Los llamados «bouquinistes» sufren y reclaman «reconocimiento».
«Frente a la crisis de las librerías, la competencia del sector multimedia y una incultura cada día más fuerte, nos gustaría atraer un poco la atención de los focos… Somos tan importantes como la Torre Eiffel para los turistas», señala Jérôme Callais, presidente de la asociación cultural de estos libreros a orillas del Sena de París, que reagrupa a más del 80% de los 226 «bouquinistes».
‘Singularidad’
Se trata de «uno de los últimos oficios típicamente parisinos», defiende Gildas Bouillaud, librero de viejo desde hace dos años, plumero en mano, limpiando sus obras a dos pasos de Notre Dame.
«Somos un difusor de saberes […] casi tenemos un papel filosófico en la sociedad. ¡Deben protegernos por el bien de la humanidad!», lanza Bouillaud, de unos 40 años.
Ensalza «el encanto de la singularidad de cada caja, un poco caótico, pues hay algunas penosas y otras rutilantes» y critica a los «vendedores de recuerdos y baratijas» que ponen «el oficio en peligro».
«No podemos quitar la caja de antigüedades y ‘souvenirs'», apunta Jérôme Callais, pues a muchos les permite «salir adelante».
Mathias Grandis de Portefaix, de 67 años, añade, bromista, que «el Ayuntamiento debería pagarnos, pues de algún modo animamos» la ciudad.

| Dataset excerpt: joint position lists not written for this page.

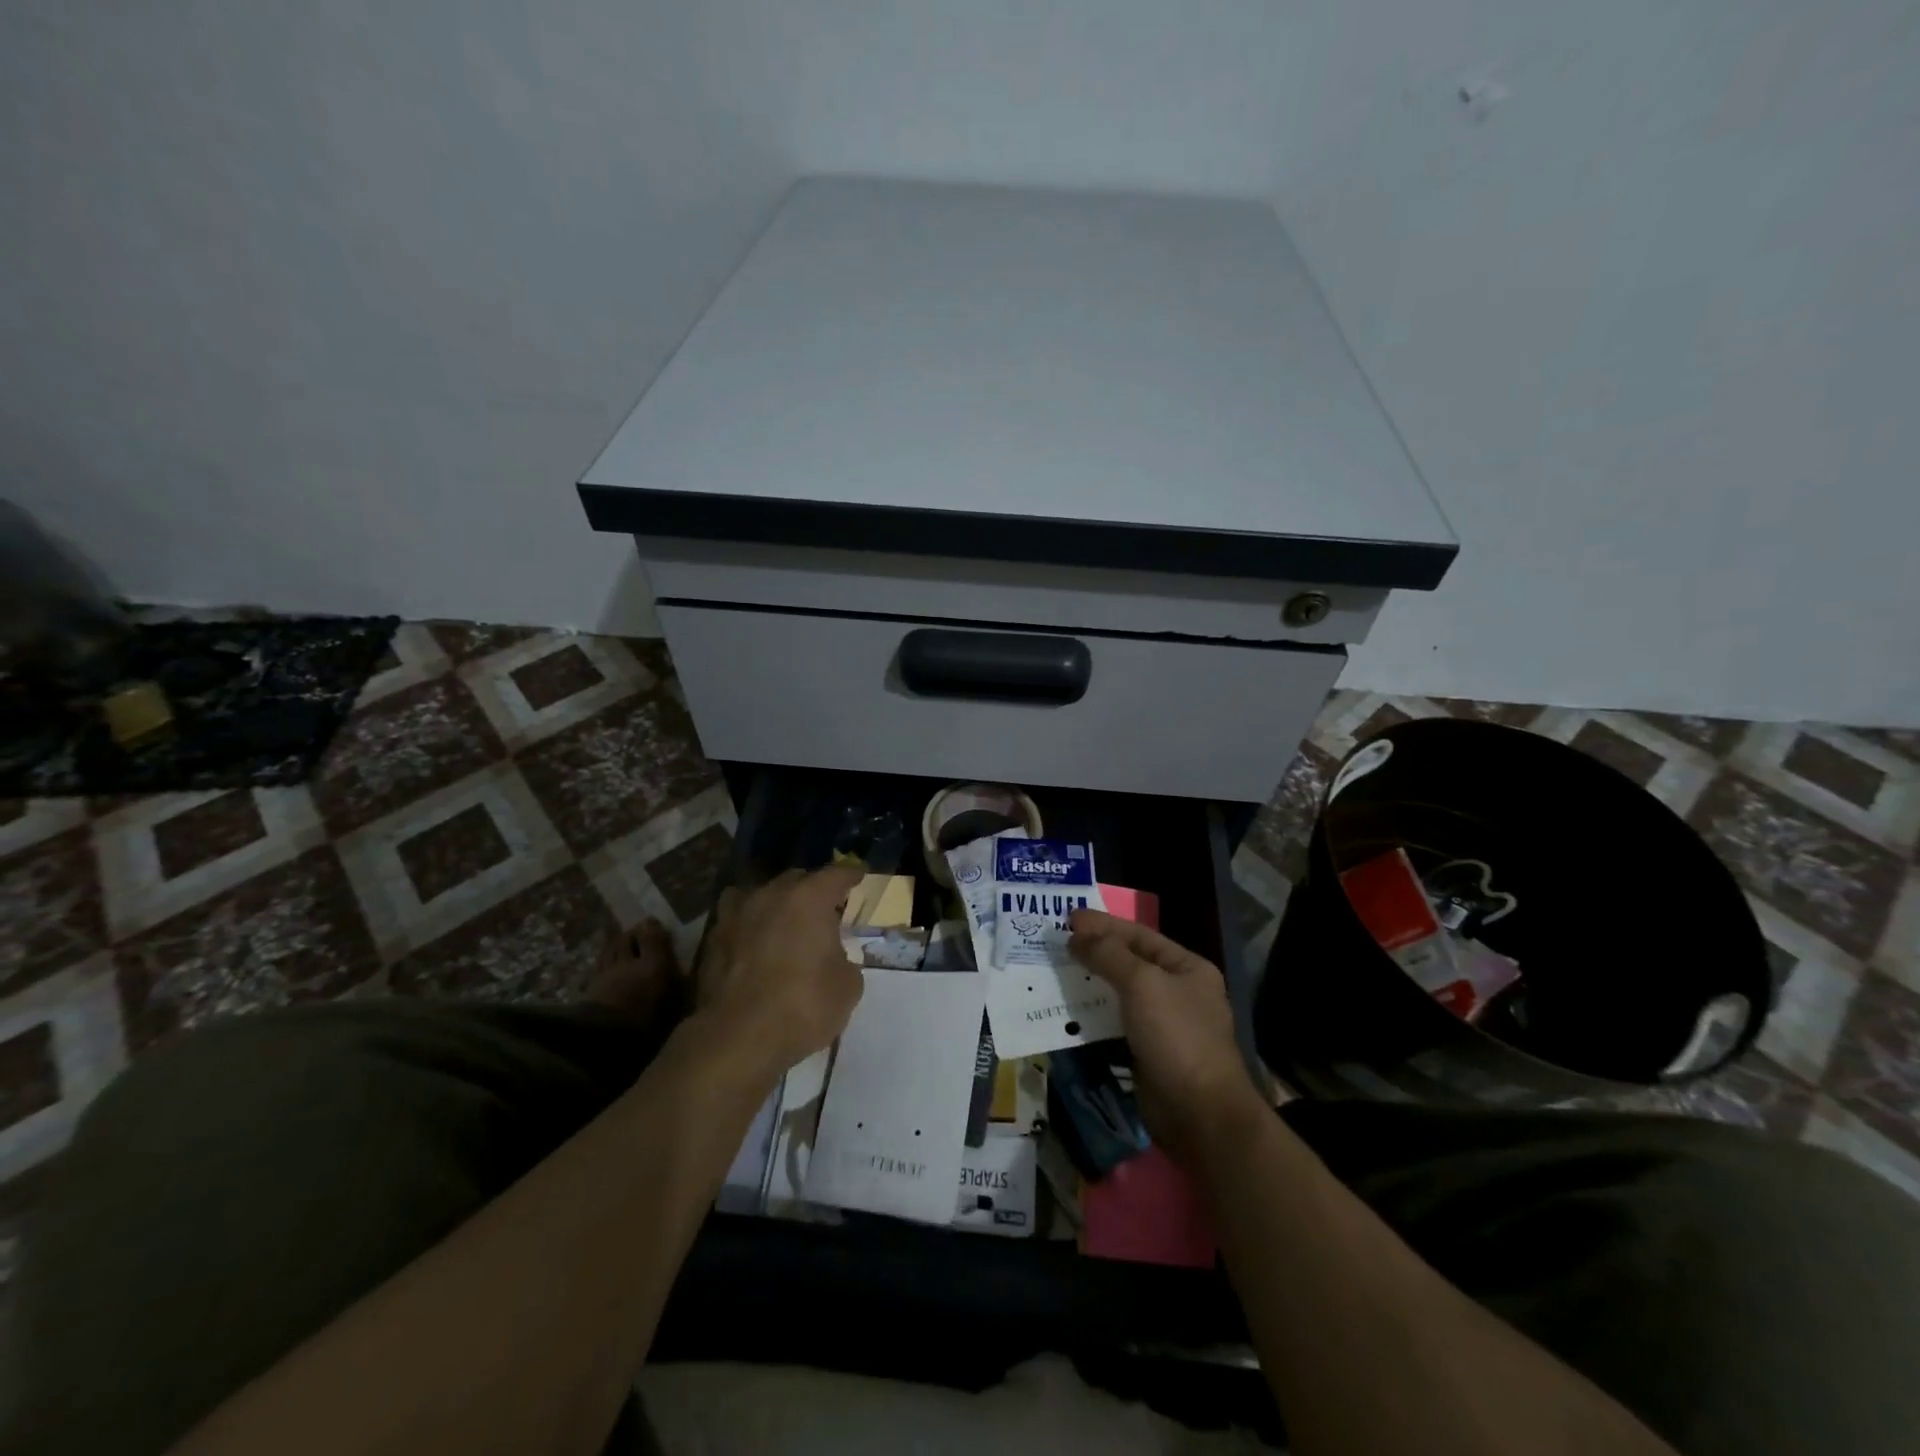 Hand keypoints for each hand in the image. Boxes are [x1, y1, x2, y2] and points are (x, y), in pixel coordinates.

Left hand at [693, 865, 865, 1076]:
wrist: (738, 1038)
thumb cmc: (803, 1006)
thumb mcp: (848, 986)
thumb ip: (844, 960)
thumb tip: (833, 958)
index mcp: (809, 898)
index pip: (836, 874)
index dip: (851, 874)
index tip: (859, 875)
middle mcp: (771, 895)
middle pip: (797, 879)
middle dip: (813, 889)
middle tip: (824, 908)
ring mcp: (737, 914)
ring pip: (762, 894)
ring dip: (777, 903)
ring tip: (785, 921)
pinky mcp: (713, 939)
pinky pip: (738, 920)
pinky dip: (750, 926)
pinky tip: (755, 943)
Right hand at [1068, 909, 1266, 1165]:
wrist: (1199, 1114)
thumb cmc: (1177, 1037)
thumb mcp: (1143, 984)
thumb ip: (1109, 955)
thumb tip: (1076, 936)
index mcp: (1187, 967)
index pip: (1139, 935)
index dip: (1103, 924)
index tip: (1068, 918)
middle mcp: (1177, 991)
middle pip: (1129, 962)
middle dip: (1094, 951)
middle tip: (1057, 942)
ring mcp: (1163, 1024)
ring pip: (1119, 993)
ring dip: (1089, 983)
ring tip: (1055, 971)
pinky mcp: (1146, 1052)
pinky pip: (1114, 1023)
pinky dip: (1091, 1014)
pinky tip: (1067, 1008)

Toqueteando uno de los libros, este jubilado menciona el «lado agradable de las encuadernaciones bellas», el «olor a humedad de un libro».
Bajo el sol, los turistas se detienen frente a las cajas, rebuscan entre las obras y se van con las manos vacías. «De cada 100 clientes, solo dos o tres compran», según Mathias.
Entre sus clientes más famosos se encuentra el expresidente francés François Mitterand, que solía pasarse por estas librerías de camino a casa, acompañado de dos guardaespaldas.
‘Oficio físico’
Michelle Huchet-Nordmann lleva ya treinta años instalada en la ribera del Sena, cerca de la Académie Française, haciendo frente al «calor, al viento, al frío». «Formamos parte de las antigüedades de la ciudad pero pagamos muy cara nuestra libertad: es un oficio muy físico».
«Son apasionados de los libros», subraya Olivia Polski, concejal de Comercio del Ayuntamiento de París, pero con «un problema de modelo económico». «En un contexto en el que la cuestión del libro es muy sensible, necesitan que se sepa que ellos están ahí».
Para poder figurar en la lista del patrimonio cultural inmaterial de la humanidad, estos libreros tendrán que convencer al ministerio de Cultura para que presente su candidatura ante la Unesco.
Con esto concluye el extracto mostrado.